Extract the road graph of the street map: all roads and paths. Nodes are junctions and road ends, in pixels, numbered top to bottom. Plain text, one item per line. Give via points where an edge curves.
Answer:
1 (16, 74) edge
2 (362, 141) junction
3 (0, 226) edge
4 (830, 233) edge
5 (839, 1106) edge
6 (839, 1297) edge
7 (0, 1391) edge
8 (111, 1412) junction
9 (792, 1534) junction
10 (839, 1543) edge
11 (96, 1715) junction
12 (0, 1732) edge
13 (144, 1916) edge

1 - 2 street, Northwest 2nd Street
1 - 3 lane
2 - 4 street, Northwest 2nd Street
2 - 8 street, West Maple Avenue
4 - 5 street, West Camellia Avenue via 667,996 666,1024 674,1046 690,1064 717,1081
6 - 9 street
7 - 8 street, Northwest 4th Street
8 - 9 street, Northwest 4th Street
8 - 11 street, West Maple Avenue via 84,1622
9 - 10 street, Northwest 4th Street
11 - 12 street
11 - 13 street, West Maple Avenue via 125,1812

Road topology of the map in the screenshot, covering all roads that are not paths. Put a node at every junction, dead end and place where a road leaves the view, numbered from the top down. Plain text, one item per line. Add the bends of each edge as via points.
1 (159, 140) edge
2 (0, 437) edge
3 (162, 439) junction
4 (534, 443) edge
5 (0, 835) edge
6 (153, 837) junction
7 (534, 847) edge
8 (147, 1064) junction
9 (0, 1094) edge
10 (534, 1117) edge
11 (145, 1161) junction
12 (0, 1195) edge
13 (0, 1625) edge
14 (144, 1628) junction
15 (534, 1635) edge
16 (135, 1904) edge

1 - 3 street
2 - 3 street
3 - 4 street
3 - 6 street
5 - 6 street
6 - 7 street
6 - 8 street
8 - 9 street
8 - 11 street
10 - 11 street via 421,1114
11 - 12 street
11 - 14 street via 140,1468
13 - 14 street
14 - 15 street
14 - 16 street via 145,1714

▶ [Problem to solve] Everything in the listing needs to be duplicated exactly, line for line.

▶ [Solution to the problem]
Extract the road graph of the street map: all roads and paths. Nodes are junctions and road ends, in pixels, numbered top to bottom. Plain text, one item per line. Give via points where an edge curves.
Answer:
1 (16, 74) edge
2 (362, 141) junction
3 (0, 226) edge
4 (830, 233) edge
5 (839, 1106) edge
6 (839, 1297) edge
7 (0, 1391) edge
8 (111, 1412) junction
9 (792, 1534) junction
10 (839, 1543) edge
11 (96, 1715) junction
12 (0, 1732) edge
13 (144, 1916) edge

1 - 2 street, Northwest 2nd Street
1 - 3 lane
2 - 4 street, Northwest 2nd Street
2 - 8 street, West Maple Avenue
4 - 5 street, West Camellia Avenue via 667,996 666,1024 674,1046 690,1064 717,1081
6 - 9 street
7 - 8 street, Northwest 4th Street
8 - 9 street, Northwest 4th Street
8 - 11 street, West Maple Avenue via 84,1622
9 - 10 street, Northwest 4th Street
11 - 12 street
11 - 13 street, West Maple Avenue via 125,1812

Road topology of the map in the screenshot, covering all roads that are not paths. Put a node at every junction, dead end and place where a road leaves the view, numbered from the top down. Plain text, one item per line. Add the bends of each edge as via points.
1 (159, 140) edge
2 (0, 437) edge
3 (162, 439) junction
4 (534, 443) edge
5 (0, 835) edge
6 (153, 837) junction
7 (534, 847) edge
8 (147, 1064) junction
9 (0, 1094) edge
10 (534, 1117) edge
11 (145, 1161) junction
12 (0, 1195) edge
13 (0, 1625) edge
14 (144, 1628) junction
15 (534, 1635) edge
16 (135, 1904) edge

1 - 3 street
2 - 3 street
3 - 4 street
3 - 6 street
5 - 6 street
6 - 7 street
6 - 8 street
8 - 9 street
8 - 11 street
10 - 11 street via 421,1114
11 - 12 street
11 - 14 street via 140,1468
13 - 14 street
14 - 15 street
14 - 16 street via 145,1714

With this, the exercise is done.